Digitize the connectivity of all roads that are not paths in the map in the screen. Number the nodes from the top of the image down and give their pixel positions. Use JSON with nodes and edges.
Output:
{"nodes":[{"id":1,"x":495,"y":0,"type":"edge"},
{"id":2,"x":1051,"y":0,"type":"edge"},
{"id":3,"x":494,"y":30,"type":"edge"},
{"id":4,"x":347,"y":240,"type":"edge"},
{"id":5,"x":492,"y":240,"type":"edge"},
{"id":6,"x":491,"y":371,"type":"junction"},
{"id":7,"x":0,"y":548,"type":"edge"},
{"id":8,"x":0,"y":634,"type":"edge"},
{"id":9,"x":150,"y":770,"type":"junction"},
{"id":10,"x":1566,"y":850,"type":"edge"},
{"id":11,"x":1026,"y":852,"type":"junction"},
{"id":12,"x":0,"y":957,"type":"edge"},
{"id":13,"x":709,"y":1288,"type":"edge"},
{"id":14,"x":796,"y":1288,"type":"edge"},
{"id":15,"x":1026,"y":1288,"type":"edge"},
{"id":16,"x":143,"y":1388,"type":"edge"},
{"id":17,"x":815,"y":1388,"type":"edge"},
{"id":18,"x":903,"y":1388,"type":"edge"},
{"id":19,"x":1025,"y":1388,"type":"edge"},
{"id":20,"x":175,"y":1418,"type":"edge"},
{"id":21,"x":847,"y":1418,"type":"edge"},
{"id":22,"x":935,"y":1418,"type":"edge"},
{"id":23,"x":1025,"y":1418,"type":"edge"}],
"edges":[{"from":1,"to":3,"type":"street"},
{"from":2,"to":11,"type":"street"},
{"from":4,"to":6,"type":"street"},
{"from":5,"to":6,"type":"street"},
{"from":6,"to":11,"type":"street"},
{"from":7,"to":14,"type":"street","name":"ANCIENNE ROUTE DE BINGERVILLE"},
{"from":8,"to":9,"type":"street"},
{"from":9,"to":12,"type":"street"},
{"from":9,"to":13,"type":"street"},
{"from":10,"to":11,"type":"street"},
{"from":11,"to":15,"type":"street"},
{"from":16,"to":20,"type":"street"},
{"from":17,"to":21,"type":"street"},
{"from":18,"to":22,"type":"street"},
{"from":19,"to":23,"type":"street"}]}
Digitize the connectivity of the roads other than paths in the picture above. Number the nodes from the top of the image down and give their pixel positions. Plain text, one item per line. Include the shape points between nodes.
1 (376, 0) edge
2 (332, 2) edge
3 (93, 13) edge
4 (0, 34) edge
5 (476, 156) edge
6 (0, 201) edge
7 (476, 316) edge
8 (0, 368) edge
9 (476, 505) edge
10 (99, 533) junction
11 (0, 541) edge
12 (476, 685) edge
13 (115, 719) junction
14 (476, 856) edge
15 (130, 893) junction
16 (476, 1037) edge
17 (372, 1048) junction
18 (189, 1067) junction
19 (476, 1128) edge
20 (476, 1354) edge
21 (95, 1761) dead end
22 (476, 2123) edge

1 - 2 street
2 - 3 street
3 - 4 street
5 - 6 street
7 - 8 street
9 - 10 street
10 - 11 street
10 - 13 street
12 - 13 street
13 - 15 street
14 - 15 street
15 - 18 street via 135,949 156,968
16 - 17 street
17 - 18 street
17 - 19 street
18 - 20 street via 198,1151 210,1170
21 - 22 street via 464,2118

■ ■ ■ ■ ■ ■ ■

| Prompt |
The response must contain every entry, each one identical to the original.

| Task output |
Digitize the connectivity of all roads that are not paths in the map in the screen. Number the nodes from the top of the image down and give their pixel positions. Use JSON with nodes and edges.
Output:
{"nodes":[{"id":1,"x":495,"y":0,"type":"edge"},
{"id":2,"x":1051,"y":0,"type":"edge"},
{"id":3,"x":494,"y":30,"type":"edge"},
{"id":4,"x":347,"y":240,"type":"edge"},
{"id":5,"x":492,"y":240,"type":"edge"},
{"id":6,"x":491,"y":371,"type":"junction"},
{"id":7,"x":0,"y":548,"type":"edge"},
{"id":8,"x":0,"y":634,"type":"edge"},
{"id":9,"x":150,"y":770,"type":"junction"},
{"id":10,"x":1566,"y":850,"type":"edge"},
{"id":11,"x":1026,"y":852,"type":"junction"},
{"id":12,"x":0,"y":957,"type":"edge"},
{"id":13,"x":709,"y":1288,"type":"edge"},
{"id":14,"x":796,"y":1288,"type":"edge"},
{"id":15,"x":1026,"y":1288,"type":"edge"},
{"id":16,"x":143,"y":1388,"type":"edge"},
{"id":17,"x":815,"y":1388,"type":"edge"},
{"id":18,"x":903,"y":1388,"type":"edge"},
{"id":19,"x":1025,"y":1388,"type":"edge"},
{"id":20,"x":175,"y":1418,"type":"edge"},
{"id":21,"x":847,"y":1418,"type":"edge"},
{"id":22,"x":935,"y":1418,"type":"edge"},
{"id":23,"x":1025,"y":1418,"type":"edge"}],
"edges":[{"from":1,"to":3,"type":"street"},
{"from":2,"to":11,"type":"street"},
{"from":4,"to":6,"type":"street"},
{"from":5,"to":6,"type":"street"},
{"from":6,"to":11,"type":"street"},
{"from":7,"to":14,"type":"street","name":"ANCIENNE ROUTE DE BINGERVILLE"},
{"from":8,"to":9,"type":"street"},
{"from":9,"to":12,"type":"street"},
{"from":9,"to":13,"type":"street"},
{"from":10,"to":11,"type":"street"},
{"from":11,"to":15,"type":"street"},
{"from":16,"to":20,"type":"street"},
{"from":17,"to":21,"type":"street"},
{"from":18,"to":22,"type":"street"},
{"from":19,"to":23,"type":"street"}]}
Digitize the connectivity of the roads other than paths in the picture above. Number the nodes from the top of the image down and give their pixel positions. Plain text, one item per line. Include the shape points between nodes.
1 (376, 0) edge
2 (332, 2) edge
3 (93, 13) edge
4 (0, 34) edge
5 (476, 156) edge
6 (0, 201) edge
7 (476, 316) edge
8 (0, 368) edge
9 (476, 505) edge
10 (99, 533) junction
11 (0, 541) edge
12 (476, 685) edge
13 (115, 719) junction
14 (476, 856) edge
15 (130, 893) junction
16 (476, 1037) edge
17 (372, 1048) junction
18 (189, 1067) junction
19 (476, 1128) edge
20 (476, 1354) edge
21 (95, 1761) dead end
22 (476, 2123) edge

1 - 2 street
2 - 3 street
3 - 4 street
5 - 6 street
7 - 8 street
9 - 10 street
10 - 11 street
10 - 13 street
12 - 13 street
13 - 15 street
14 - 15 street
15 - 18 street via 135,949 156,968
16 - 17 street
17 - 18 street
17 - 19 street
18 - 20 street via 198,1151 210,1170
21 - 22 street via 464,2118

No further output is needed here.